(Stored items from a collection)
════

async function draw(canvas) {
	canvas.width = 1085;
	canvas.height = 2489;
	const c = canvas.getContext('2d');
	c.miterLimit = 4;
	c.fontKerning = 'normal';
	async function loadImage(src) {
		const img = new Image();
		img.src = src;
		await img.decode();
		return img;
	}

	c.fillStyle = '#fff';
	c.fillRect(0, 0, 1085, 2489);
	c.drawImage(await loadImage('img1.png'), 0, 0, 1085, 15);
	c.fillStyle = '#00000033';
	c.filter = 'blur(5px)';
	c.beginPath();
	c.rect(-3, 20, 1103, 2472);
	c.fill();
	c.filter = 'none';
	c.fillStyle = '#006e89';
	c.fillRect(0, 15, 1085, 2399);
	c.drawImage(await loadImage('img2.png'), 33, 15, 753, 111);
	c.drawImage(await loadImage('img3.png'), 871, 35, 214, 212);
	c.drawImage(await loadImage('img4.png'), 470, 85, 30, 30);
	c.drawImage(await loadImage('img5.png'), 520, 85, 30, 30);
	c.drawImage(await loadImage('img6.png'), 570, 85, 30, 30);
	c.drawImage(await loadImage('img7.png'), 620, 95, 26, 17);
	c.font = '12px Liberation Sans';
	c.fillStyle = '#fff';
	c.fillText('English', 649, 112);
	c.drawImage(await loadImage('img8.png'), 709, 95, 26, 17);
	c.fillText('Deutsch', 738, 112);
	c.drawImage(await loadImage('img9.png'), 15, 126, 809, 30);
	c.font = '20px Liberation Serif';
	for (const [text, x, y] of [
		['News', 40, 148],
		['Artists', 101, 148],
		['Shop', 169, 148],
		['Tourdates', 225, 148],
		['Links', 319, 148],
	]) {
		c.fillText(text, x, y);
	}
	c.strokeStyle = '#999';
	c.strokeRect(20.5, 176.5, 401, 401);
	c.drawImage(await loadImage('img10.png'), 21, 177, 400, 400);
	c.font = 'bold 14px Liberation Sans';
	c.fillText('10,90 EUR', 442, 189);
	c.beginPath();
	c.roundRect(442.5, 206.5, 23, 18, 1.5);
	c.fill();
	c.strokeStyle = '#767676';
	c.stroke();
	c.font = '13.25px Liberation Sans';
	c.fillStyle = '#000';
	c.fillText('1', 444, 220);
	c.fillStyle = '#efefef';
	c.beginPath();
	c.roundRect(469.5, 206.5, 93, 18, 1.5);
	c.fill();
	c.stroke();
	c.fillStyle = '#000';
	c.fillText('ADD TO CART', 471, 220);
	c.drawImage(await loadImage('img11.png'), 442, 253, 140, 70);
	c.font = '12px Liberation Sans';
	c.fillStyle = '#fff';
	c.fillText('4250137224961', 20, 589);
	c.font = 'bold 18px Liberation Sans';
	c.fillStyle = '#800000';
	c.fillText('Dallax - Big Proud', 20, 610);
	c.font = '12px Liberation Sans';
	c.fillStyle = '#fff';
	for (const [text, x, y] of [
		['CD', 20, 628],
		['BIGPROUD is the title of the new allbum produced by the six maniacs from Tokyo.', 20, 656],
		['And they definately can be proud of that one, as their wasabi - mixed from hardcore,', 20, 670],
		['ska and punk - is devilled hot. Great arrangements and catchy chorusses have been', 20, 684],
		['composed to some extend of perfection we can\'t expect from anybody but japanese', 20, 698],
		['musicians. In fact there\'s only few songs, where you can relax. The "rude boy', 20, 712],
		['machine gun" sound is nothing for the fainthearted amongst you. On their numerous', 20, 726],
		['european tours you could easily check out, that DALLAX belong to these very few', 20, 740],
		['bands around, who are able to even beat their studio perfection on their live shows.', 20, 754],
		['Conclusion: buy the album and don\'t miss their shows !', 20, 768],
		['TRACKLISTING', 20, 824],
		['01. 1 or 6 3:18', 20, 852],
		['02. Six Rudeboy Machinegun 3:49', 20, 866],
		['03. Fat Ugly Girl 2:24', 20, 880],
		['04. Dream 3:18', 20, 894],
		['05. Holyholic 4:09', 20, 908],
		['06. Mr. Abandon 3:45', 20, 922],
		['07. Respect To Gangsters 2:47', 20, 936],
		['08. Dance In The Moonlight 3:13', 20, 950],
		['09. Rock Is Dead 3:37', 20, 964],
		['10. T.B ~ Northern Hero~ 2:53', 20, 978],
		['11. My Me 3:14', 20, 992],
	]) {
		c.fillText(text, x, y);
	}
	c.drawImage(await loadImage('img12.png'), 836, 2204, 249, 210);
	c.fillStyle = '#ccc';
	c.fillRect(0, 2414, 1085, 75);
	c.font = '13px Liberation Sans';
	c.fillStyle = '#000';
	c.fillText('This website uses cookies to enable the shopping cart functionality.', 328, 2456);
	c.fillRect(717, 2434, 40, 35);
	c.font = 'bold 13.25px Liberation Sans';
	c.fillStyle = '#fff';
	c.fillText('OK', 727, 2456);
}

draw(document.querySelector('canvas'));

════

#### Task description:
All lines from the start of the entries through the line where "c.fillText('English', 649, 112);" sits should be duplicated exactly, with nothing else in the output.

#### Result of the task:
async function draw(canvas) {
	canvas.width = 1085;
	canvas.height = 2489;
	const c = canvas.getContext('2d');
	c.miterLimit = 4;
	c.fontKerning = 'normal';
	async function loadImage(src) {
		const img = new Image();
		img.src = src;
		await img.decode();
		return img;
	}

	c.fillStyle = '#fff';
	c.fillRect(0, 0, 1085, 2489);
	c.drawImage(await loadImage('img1.png'), 0, 0, 1085, 15);
	c.fillStyle = '#00000033';
	c.filter = 'blur(5px)';
	c.beginPath();
	c.rect(-3, 20, 1103, 2472);
	c.fill();
	c.filter = 'none';
	c.fillStyle = '#006e89';
	c.fillRect(0, 15, 1085, 2399);
	c.drawImage(await loadImage('img2.png'), 33, 15, 753, 111);
	c.drawImage(await loadImage('img3.png'), 871, 35, 214, 212);
	c.drawImage(await loadImage('img4.png'), 470, 85, 30, 30);
	c.drawImage(await loadImage('img5.png'), 520, 85, 30, 30);
	c.drawImage(await loadImage('img6.png'), 570, 85, 30, 30);
	c.drawImage(await loadImage('img7.png'), 620, 95, 26, 17);
	c.font = '12px Liberation Sans';
	c.fillStyle = '#fff';
	c.fillText('English', 649, 112);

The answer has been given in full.